Work to be completed
Report back each line of the records that contains the string "highway".

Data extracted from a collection

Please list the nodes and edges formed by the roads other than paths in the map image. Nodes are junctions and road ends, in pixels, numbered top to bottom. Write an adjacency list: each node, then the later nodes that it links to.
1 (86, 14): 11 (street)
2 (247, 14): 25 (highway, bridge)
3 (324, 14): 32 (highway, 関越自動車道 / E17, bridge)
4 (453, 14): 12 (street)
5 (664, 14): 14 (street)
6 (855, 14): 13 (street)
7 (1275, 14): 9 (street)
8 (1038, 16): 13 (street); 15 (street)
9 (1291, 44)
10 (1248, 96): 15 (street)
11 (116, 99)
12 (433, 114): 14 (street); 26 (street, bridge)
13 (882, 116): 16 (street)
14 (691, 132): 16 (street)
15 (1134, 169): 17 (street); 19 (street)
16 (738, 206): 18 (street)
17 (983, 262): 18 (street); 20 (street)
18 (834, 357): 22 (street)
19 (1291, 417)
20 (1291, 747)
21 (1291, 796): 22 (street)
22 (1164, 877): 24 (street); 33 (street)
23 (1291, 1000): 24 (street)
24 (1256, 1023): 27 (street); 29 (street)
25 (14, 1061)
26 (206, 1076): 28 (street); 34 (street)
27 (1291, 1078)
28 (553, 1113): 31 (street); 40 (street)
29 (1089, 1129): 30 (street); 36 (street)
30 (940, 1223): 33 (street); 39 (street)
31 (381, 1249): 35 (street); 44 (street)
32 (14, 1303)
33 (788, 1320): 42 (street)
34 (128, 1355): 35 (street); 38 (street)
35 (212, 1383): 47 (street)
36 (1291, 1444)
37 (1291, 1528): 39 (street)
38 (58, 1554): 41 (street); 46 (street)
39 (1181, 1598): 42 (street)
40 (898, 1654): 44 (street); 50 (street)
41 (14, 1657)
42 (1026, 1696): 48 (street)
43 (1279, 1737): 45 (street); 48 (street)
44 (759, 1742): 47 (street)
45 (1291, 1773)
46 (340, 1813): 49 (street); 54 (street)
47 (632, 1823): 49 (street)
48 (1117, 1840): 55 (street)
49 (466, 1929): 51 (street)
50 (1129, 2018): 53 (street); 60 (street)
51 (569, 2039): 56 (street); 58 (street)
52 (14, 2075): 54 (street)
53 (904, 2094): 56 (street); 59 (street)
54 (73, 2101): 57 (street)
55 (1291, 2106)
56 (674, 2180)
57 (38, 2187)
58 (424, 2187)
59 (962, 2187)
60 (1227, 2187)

==

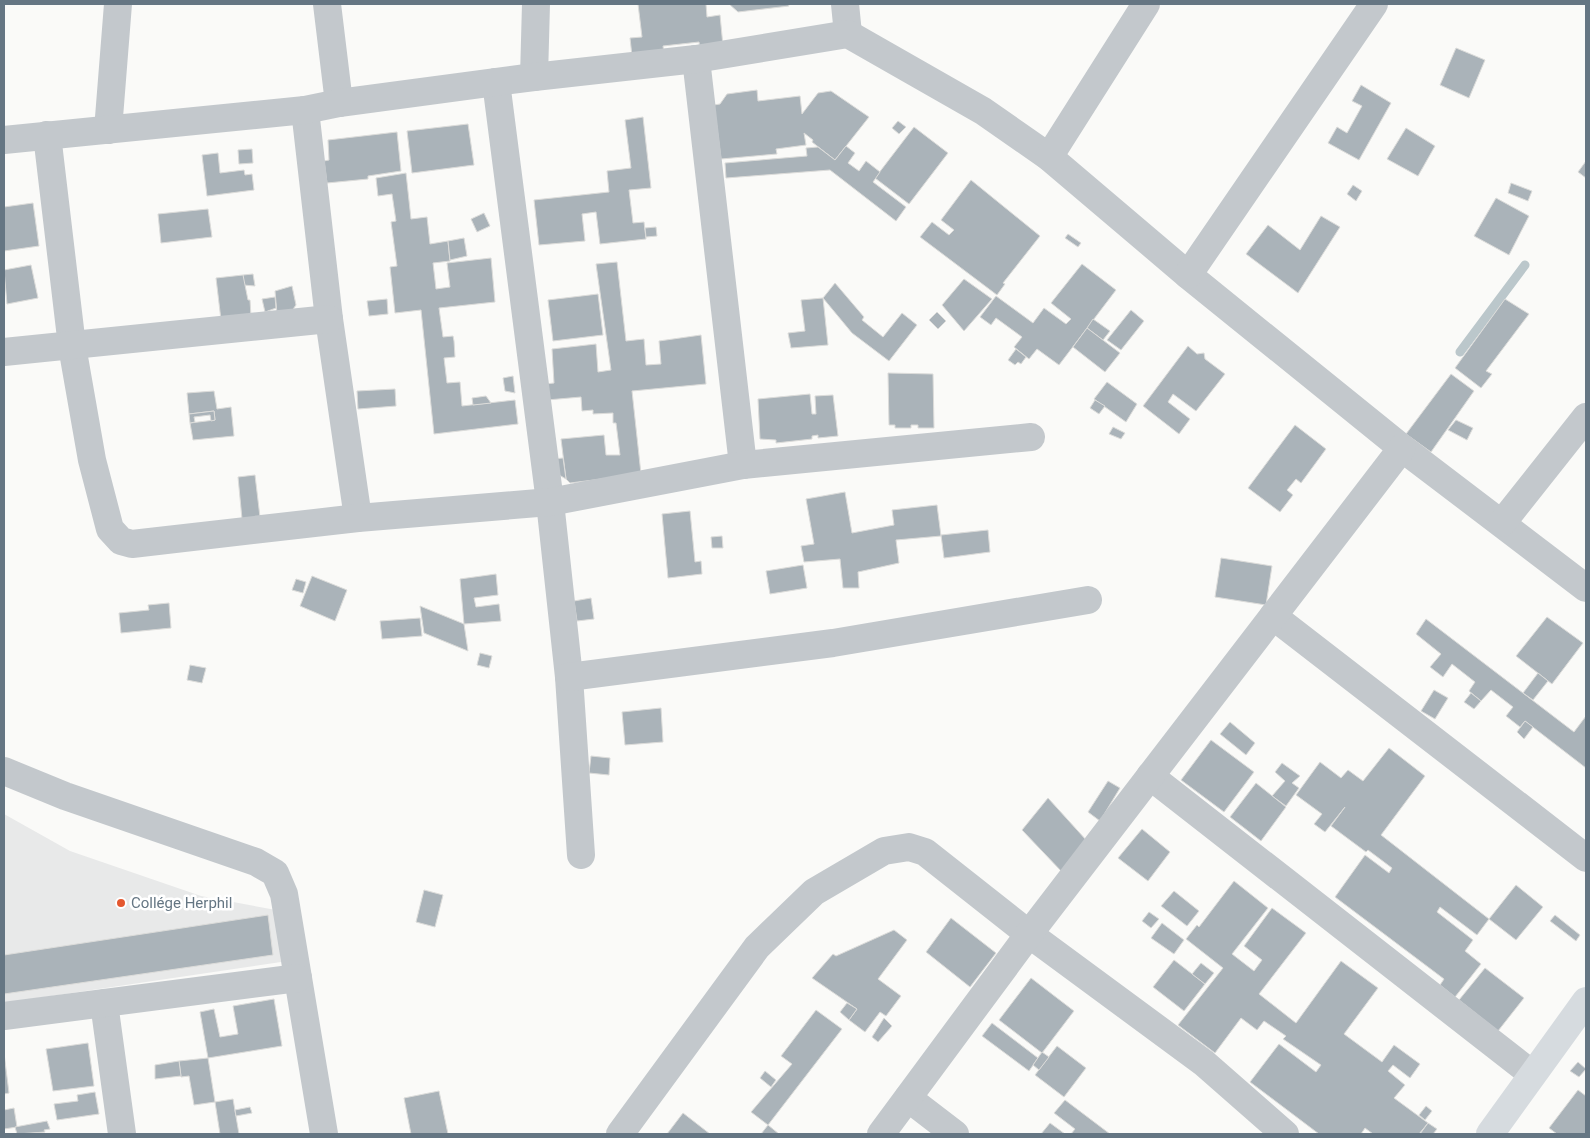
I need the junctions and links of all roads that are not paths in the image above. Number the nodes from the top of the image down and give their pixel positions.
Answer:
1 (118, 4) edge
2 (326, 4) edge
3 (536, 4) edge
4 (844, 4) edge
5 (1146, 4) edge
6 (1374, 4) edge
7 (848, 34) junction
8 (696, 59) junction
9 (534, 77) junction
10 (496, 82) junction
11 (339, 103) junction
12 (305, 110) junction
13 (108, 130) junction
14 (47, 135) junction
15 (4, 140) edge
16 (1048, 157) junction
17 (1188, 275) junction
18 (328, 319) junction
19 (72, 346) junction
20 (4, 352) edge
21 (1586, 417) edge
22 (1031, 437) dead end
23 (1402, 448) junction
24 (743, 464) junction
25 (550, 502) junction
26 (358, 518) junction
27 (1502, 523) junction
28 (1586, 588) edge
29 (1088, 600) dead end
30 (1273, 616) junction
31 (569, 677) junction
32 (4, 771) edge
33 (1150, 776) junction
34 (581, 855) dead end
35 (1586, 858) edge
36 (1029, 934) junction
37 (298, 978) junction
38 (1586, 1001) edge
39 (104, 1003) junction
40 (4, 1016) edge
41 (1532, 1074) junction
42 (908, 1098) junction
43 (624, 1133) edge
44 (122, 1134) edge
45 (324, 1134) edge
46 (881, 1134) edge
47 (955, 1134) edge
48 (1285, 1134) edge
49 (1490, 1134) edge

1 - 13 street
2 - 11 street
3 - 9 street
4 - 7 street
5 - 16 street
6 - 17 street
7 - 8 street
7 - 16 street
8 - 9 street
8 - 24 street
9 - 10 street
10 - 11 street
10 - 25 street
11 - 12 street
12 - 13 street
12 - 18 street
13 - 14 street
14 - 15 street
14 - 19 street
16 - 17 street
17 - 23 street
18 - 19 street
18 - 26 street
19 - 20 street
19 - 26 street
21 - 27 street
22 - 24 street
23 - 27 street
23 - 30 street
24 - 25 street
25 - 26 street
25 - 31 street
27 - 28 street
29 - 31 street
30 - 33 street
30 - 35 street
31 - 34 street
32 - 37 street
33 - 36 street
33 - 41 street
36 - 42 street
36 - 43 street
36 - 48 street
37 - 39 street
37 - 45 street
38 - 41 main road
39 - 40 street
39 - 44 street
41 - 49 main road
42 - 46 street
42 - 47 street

Exercise answer
2 (247, 14): 25 (highway, bridge)
3 (324, 14): 32 (highway, 関越自動車道 / E17, bridge)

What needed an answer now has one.